As autoras começam a obra dizendo que a psicologia está sob suspeita porque enquanto é instrumentalista esquece do sujeito e enquanto antropológica o produz. Essa é uma questão que cientificamente muda tudo, porque muda a concepção que se tem do sujeito.
Psicologia é uma mesclagem de filosofia sem rigor, ética sem exigência e medicina sem controle. Percebam que nessa passagem fica clara uma critica interessante tendo em vista que enquanto ciência da mente a psicologia se mostra demasiadamente sem controle sobre o objeto de estudo, com certa ética pessoal e não abrangente e medicalizante que coloca o sujeito dentro de um livro patologizante.
As autoras citam pesada critica de Canguilhem identificando a psicologia em três projetos; Psicofisica e psicopatologia, ciência da subjetividade no sentido do intimo e interno e a psicologia do comportamento e se apropriam das criticas de Canguilhem aludindo o comportamentalismo por dizer que esse é o único ramo que não mostra claramente seu papel instaurador porque não deixa claro a quem serve e a que serve e porque coloca o homem como instrumento e não como fabricante de instrumento. Canguilhem citado por Heliane e Cristine, deixa claro que psicologia que faz fugir a palavra alma e ri da consciência não concebe o homem com valor diferente do instrumentalismo. A dura critica de Canguilhem citado pelas autoras está no gato de uma ciência tecnista cientifica não contem em si nenhuma ideia reguladora que lhe confira sentido. A meu ver essa afirmação não é valida, pois todas as concepções de ciência tem um sentido extrínseco, embora nem sempre possamos compartilhar da mesma perspectiva. Essa critica de Canguilhem citada pelas autoras coloca a psicologia num dilema entre reflexão filosófica e manipulação comportamental.
Já Foucault não procurou aproximar psicologia e filosofia nem disse ser necessária essa aproximação, mas mostrou que já estariam próximas na modernidade marcadas pelo sono antropológico. Foucault não critica a psicologia como ciência nem diz estar longe da filosofia, mas diz que estão adormecidas pela ideia de sujeito transcendental, a-histórico, matriz imutável que seria base das eventuais transformações.
Nikolas Rosse, partido da ideia de Foucault, apreende as formas pela qual o eu atua como regulador ideal onde as formas de vida não é base eterna da historia e da cultura, mas um artefato histórico-cultural construído nas sociedades modernas como uma entidade natural singular e distinta em que surge a psicologia como conhecimento positivo do individuo em que a disciplina fala apenas a verdade sobre o sujeito.
Segundo Rose, citado pelas autoras, em nossa época as tentativas de unificar condutas tem tido como fundamento a economia sob a forma de modelo racional e a psicologia como forma do modelo de individuo psicológico.

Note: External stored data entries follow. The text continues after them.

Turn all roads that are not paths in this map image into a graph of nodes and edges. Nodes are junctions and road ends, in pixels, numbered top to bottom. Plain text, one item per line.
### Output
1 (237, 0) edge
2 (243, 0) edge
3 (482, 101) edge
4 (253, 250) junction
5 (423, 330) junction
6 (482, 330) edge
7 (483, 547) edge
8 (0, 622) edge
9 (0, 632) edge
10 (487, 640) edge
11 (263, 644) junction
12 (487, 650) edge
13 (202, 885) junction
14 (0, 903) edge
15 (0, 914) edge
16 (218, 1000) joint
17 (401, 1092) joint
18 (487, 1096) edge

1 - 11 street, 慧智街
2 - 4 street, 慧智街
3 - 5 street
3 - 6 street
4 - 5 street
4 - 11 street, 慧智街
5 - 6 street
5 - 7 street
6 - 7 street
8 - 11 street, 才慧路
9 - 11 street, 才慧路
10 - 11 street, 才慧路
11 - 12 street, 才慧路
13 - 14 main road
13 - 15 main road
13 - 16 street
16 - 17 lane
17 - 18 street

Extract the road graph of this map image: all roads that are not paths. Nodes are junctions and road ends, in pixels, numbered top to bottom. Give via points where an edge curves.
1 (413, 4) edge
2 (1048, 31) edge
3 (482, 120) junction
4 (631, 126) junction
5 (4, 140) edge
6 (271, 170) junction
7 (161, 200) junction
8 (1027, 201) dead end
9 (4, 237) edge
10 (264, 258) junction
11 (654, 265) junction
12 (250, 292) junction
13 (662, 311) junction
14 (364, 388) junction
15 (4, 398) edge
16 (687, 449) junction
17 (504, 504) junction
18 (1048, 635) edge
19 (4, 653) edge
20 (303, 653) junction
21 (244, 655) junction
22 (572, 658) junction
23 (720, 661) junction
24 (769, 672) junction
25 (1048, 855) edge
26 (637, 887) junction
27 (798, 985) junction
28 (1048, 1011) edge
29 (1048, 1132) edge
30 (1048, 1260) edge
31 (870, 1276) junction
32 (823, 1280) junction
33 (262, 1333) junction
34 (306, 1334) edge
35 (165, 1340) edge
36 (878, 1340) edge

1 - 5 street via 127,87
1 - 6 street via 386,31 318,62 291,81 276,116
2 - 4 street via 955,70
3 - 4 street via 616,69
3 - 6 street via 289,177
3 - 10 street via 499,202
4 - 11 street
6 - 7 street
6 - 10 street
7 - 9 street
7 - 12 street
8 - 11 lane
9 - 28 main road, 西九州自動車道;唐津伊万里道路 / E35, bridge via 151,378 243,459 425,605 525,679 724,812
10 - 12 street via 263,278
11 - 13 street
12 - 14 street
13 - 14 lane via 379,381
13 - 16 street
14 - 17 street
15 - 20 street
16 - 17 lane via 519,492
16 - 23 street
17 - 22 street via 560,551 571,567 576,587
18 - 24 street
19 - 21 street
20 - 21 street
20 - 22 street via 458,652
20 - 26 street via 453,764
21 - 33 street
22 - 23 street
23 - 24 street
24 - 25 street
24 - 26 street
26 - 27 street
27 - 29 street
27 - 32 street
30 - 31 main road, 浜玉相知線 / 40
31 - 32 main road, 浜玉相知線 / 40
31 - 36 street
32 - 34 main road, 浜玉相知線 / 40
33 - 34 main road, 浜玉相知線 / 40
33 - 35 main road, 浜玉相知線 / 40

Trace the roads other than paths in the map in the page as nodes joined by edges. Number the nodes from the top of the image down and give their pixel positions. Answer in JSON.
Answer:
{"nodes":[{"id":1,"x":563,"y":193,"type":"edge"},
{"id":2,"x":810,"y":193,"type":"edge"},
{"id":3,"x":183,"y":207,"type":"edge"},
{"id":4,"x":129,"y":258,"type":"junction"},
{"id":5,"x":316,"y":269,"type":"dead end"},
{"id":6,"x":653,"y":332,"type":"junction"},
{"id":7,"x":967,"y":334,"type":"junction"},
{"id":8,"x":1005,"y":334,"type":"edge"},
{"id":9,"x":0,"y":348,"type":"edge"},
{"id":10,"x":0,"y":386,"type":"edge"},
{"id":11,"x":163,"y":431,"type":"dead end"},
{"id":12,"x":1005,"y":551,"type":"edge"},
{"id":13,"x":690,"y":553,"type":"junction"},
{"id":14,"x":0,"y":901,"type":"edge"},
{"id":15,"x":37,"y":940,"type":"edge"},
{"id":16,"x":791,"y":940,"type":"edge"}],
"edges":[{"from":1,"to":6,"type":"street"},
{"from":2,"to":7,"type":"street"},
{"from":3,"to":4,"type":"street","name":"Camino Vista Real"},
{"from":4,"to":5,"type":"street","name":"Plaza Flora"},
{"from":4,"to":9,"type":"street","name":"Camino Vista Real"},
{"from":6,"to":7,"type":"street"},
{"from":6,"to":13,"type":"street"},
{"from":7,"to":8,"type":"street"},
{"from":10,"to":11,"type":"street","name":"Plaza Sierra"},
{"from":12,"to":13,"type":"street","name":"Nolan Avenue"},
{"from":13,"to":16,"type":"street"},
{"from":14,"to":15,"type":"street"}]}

Em que a invenção do eu pelas disciplinas PSI que exercem um papel constitutivo de subjetivação em que o modelo de vida estético, espiritual, econômico e financeiro ou estética erótica são saturados com a psi em seus regimes enunciados, então, passamos a ser habilitados a adentrar uma interioridade que escava universo psíquico do humano.
Rose que mapear as formas pelas quais os modos psicológicos das explicações e os sistemas de autoridade elaboram códigos morais que enfatizam um ideal de autonomia para que se tenha autonomia para supera-los e é nesse ponto que se estabelece um link com Foucault, falando de uma tarefa urgente de constituir uma ética do eu, mas o problema se vê situado no ponto em que a relação passa a ser regulada por processos de subjetivação que definem que são os sujeitos e suas essências e como ele deve viver e agir.
Aqui Foucault parece ter revelado o não fatalismo, determinismo, mas um sujeito marcado pela raridade. Entao, evocando Kierkegaard e Foucault a política, a cristandade e a ciências humanas são tentativas de regular relações de si para consigo. Ambos procuram tornar ouvinte-leitor atento para esse processo de constituição, bem como a possibilidade de apropriação e de ação sobre o mesmo.
a psicologia que propomos, se constitui de pratico cuidado com o outro e busca detectar o desespero em vez de ter a pretensão de resolver conflitos e ajustar sujeitos ao que está estampado nas revistas que flagram os habitantes da contemporaneidade. A psicologia desta linha faz com que acreditemos estar cuidando da existência quando permanece atada a reprodução dos modos de ser considerada dentro do modelo do mundo contemporâneo no tocante a qualidade de vida.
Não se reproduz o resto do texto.